Advances in Communication Research to Reduce Childhood Obesity focuses not only on the power of media in driving food choices in youth, but how these same media may be harnessed in reversing the obesity epidemic. Spanning psychology, marketing, and policy, the book explores the range of advertising strategies targeting young people, salient technological innovations, food industry responses to recent policy initiatives, and issues concerning groups who are at greater risk such as minors from lower-income households who are often faced with food insecurity and poor nutrition, which typically impact communities of color, and pre-teens. Its focus on the multiple levels of communication across these concerns offers readers important insights into both the scope of the problem and the opportunities for solutions.

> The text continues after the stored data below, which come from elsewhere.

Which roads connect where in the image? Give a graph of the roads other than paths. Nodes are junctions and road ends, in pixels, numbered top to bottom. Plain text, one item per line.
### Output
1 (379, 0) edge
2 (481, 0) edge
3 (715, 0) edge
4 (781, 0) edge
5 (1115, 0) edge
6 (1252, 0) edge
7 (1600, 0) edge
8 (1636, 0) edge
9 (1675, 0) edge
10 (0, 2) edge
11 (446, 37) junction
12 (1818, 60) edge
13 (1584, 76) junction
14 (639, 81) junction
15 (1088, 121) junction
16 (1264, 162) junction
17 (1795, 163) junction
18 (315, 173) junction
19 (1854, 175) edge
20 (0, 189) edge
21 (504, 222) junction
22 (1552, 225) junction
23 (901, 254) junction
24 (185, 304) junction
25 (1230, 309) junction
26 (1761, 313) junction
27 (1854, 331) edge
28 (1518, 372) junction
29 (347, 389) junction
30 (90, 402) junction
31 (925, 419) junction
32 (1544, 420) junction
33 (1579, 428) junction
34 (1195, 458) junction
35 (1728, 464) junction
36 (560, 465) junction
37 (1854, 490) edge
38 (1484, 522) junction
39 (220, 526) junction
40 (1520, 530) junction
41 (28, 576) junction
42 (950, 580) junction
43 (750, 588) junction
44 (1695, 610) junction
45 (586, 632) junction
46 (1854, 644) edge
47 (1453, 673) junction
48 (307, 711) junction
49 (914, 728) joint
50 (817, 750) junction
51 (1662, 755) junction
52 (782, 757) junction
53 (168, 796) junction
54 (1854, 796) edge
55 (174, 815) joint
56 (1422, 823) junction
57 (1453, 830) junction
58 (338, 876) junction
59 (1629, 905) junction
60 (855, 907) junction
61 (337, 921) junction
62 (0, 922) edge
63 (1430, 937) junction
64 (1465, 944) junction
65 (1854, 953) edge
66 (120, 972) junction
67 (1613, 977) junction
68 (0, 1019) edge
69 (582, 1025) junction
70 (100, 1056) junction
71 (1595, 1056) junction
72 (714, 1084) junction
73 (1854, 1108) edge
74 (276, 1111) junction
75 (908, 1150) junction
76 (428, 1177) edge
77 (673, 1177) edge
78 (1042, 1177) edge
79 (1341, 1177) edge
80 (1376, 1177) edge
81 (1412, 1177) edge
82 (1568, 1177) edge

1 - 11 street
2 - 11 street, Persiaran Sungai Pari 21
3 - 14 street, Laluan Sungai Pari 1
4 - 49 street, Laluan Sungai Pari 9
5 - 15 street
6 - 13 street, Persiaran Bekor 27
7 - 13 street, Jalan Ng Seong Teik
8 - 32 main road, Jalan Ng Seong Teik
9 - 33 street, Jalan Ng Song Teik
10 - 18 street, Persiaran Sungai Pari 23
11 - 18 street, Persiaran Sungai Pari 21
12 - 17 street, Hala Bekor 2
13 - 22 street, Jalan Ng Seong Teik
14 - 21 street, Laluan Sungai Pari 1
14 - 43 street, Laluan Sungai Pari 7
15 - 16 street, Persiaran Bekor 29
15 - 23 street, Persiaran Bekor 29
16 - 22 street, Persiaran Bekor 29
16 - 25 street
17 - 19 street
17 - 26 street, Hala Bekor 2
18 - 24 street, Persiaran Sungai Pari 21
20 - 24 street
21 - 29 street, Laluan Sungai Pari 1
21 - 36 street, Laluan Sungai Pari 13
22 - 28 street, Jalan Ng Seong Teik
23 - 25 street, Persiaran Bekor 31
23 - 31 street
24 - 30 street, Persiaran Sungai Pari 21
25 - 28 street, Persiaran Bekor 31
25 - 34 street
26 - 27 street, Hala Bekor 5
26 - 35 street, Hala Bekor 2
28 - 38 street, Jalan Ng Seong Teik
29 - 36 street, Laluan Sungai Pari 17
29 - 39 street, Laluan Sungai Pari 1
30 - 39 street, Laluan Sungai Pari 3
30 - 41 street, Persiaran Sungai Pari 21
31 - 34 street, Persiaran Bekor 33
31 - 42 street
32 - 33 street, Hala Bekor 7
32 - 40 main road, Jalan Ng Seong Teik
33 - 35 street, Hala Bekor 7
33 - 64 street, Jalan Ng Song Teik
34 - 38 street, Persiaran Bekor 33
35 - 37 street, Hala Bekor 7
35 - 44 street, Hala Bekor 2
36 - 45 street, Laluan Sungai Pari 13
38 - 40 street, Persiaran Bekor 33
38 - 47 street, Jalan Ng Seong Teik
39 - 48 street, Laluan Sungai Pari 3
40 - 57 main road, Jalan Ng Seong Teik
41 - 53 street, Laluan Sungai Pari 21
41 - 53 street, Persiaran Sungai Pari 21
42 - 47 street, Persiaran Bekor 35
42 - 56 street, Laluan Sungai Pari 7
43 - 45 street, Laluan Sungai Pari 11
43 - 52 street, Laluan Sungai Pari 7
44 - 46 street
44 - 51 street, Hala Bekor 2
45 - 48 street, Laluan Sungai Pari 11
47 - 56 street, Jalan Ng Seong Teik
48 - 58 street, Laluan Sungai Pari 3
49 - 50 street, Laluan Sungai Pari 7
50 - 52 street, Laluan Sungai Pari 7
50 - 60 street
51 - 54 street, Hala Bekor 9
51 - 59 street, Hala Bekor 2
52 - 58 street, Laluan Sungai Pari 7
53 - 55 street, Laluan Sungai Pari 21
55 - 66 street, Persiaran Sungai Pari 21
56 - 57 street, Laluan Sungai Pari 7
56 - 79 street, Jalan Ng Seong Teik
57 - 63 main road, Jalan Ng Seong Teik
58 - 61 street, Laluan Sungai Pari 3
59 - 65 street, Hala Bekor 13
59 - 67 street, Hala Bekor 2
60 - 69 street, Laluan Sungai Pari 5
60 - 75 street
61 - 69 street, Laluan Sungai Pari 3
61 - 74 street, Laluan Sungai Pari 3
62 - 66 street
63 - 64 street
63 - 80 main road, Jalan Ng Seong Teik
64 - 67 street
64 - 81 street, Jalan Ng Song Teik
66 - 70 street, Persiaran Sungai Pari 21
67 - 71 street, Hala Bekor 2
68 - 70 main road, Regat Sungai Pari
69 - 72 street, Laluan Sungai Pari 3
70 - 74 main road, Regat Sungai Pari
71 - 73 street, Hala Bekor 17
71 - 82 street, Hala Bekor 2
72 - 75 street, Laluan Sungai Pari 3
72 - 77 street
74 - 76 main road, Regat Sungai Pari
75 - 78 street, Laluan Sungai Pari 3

Included in the coverage:

  • The strategic nature of marketing to children and adolescents by food and beverage companies.
  • The role of schools in food and beverage marketing.
  • A multi-method study of how youth perceive and evaluate food advertising.
  • First Amendment implications for combating obesity through regulation of advertising.
  • Targeted marketing of junk food to minority youth: communities fight back.
  • Leveraging industry efforts to fight childhood obesity.


Advances in Communication Research to Reduce Childhood Obesity is thought- and action-provoking reading for applied researchers in public health, health promotion, health psychology,maternal and child health, obesity epidemiology, health marketing, and health education.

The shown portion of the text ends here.